- The Washington Times - Thursday, March 8, 2007

NEW YORK (AP) — Wall Street extended its recovery from last week’s big plunge, rising yesterday after several stable sessions helped buttress investor sentiment and allay some concerns about the economy.

Yesterday’s advance helped investors speed past lackluster retail-sales figures and focus on more promising comments about March sales. Investors also grew more confident following gains in markets in Europe and Asia. The dollar was mixed against major currencies and fought its way higher against the yen, easing some concern about whether global liquidity would tighten.

Investors eager for signals about the health of the economy bet on rising fortunes for U.S. businesses a day ahead of the Labor Department’s much-anticipated February employment report.

“I think we got a little bit too negative too fast,” said Brian Levitt, economist at OppenheimerFunds Inc. “They failed to see the broader picture that there still is fairly good underlying strength in the economy.”

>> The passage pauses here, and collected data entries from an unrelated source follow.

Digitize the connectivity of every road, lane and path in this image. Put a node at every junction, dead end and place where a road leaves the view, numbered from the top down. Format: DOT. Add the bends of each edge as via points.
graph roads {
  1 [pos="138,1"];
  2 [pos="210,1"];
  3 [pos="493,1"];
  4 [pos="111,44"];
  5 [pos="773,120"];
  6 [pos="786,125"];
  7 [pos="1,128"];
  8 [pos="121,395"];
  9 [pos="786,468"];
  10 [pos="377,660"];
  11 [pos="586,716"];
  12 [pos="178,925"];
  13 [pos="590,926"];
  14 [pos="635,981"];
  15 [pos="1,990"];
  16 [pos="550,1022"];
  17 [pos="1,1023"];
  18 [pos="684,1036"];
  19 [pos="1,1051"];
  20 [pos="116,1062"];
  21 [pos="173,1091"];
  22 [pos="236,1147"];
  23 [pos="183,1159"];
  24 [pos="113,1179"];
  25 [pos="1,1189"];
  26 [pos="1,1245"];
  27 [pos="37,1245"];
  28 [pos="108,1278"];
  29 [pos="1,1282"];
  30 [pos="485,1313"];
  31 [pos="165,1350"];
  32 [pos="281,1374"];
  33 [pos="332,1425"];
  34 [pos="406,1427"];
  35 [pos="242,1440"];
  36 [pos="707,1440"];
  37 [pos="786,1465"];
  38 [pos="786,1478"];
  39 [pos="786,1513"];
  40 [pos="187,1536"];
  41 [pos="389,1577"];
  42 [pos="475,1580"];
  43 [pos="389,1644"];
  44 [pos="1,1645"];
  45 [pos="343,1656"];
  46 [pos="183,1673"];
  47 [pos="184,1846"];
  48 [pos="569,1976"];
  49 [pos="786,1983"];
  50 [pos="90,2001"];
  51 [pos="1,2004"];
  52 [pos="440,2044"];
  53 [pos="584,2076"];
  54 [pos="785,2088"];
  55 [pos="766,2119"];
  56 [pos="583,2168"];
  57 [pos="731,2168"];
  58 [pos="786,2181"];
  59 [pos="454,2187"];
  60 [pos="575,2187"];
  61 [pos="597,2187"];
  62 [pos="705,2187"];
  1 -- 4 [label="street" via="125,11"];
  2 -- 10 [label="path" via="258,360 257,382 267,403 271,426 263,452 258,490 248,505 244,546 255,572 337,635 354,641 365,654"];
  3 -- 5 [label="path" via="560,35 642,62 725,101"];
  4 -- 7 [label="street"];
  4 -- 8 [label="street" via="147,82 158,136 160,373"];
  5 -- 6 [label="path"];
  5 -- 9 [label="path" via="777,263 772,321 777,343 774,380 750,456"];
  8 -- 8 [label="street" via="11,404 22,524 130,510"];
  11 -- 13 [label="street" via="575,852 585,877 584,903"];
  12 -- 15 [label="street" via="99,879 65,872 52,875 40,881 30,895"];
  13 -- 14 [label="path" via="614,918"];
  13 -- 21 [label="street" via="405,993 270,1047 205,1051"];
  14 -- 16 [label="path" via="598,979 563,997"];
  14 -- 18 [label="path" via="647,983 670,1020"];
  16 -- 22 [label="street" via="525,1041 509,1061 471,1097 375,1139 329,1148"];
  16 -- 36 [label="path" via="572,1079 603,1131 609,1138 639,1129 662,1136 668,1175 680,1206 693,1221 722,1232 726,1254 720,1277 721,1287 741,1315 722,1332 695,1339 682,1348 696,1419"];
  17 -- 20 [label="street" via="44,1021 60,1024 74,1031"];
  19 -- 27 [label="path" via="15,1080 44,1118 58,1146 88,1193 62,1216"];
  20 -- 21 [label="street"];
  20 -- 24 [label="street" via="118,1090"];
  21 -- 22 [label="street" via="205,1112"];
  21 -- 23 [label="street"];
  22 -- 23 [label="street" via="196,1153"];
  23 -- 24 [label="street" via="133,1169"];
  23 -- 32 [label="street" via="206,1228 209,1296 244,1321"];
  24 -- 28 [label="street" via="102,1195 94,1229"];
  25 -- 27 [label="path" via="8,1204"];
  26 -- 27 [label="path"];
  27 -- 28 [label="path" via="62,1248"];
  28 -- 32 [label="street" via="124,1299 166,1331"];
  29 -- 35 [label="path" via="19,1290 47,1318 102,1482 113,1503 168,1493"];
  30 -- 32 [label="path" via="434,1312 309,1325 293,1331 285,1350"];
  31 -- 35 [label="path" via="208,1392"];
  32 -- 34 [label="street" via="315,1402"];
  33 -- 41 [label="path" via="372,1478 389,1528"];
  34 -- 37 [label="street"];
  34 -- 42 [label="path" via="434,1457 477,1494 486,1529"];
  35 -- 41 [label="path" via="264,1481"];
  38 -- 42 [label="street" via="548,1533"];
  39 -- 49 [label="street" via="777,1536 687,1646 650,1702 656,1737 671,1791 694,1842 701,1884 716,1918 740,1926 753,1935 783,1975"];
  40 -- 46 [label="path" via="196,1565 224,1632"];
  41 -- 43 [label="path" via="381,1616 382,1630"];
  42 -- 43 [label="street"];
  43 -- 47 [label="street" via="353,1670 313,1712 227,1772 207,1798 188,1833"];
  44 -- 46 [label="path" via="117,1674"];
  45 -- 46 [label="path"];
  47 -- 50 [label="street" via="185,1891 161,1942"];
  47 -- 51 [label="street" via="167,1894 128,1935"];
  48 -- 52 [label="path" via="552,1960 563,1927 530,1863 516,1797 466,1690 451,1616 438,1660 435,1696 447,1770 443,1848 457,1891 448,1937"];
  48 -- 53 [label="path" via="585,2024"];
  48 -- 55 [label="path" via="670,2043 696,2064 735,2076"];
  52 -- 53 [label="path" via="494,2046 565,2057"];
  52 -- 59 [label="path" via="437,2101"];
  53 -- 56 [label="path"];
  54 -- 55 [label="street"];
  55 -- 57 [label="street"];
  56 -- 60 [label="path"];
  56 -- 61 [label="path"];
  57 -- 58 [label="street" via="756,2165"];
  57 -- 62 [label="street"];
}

The Dow Jones Industrial Average was up more than 100 points in afternoon trading before pulling back amid rumors a subprime lender would declare bankruptcy. The Dow closed up 68.25, or 0.56 percent, at 12,260.70.

Lender New Century Financial Corp. announced after the markets closed that it would no longer be accepting loan applications, and that it secured $265 million in financing to help it meet financial obligations.

“This is one of the fears that has kind of been overhanging the market,” said Larry Peruzzi, senior equity trader at Boston Company Asset Management.

Broader stock indicators also put up sizable gains yesterday. The Standard & Poor’s 500 Index climbed 9.92, or 0.71 percent, to 1,401.89, and the Nasdaq Composite Index advanced 13.09, or 0.55 percent, to 2,387.73. The Russell 2000 Index of smaller companies rose 5.24, or 0.68 percent, to 781.14.

Bonds fell as stocks advanced; the yield on the benchmark 10-year Treasury note rose to 4.51 percent from 4.50 percent late Wednesday. Gold prices rose.

Light, sweet crude fell 18 cents to $61.64 per barrel on the New York Mercantile Exchange.

The focus on broader market sentiment and the impending February employment report overshadowed word from the Labor Department that the number of newly laid-off workers seeking unemployment benefits fell last week to the lowest level in a month.

Investors should remain vigilant, Mr. Levitt says.

“I think we are still going to see some volatility. Investors need to focus on keeping the risks in their portfolio in check. There are good opportunities around the world but certainly it is a good time to think about quality.”

The major indexes did show some volatility amid speculation New Century would make some kind of announcement. The stock, which dropped below a 52-week low of $3.94 to as low as $3.37 before rebounding somewhat, fell $1.29, or 25 percent, to $3.87.

Also yesterday, hedge fund Greenlight Capital founder David Einhorn, 38, resigned from New Century’s board, according to a regulatory filing that didn’t give a reason.

Nonetheless, investors seemed able to look past some unpleasant news from retailers. Wal-Mart’s same-store sales, or sales at stores open at least a year, rose a lower-than-expected 0.9 percent in February. Wall Street had been looking for sales to increase 1.5 percent. Wal-Mart fell 5 cents to $47.88.

Nordstrom rose $2.26, or 4.5 percent, to $52.68 after its February same-store sales jumped 9.1 percent, well above the expected 5.7 percent increase.

Same-store sales are a key measure of a retailer’s performance and a strong report Wednesday from luxury department store chain Saks Inc. fanned Wall Street’s expectations for Saks’ competitors. Saks, after rising Wednesday, advanced 12 cents to $19.94.

Advancing issues outnumbered decliners by 3 to 1 on the New York Stock Exchange.

The Nikkei rose 1.94 percent, Hong Kong’s Hang Seng Index added 1.36 percent, and the sometimes-volatile Shanghai Composite Exchange rose 1.08 percent. It was a nearly 9 percent drop in Shanghai on Feb. 27 that helped ignite a worldwide spasm of selling.

In Europe, stocks added to gains after the U.S. markets advanced. Britain’s FTSE 100 closed up 1.16 percent, Germany’s DAX index added 1.44 percent, and France’s CAC-40 advanced 1.27 percent.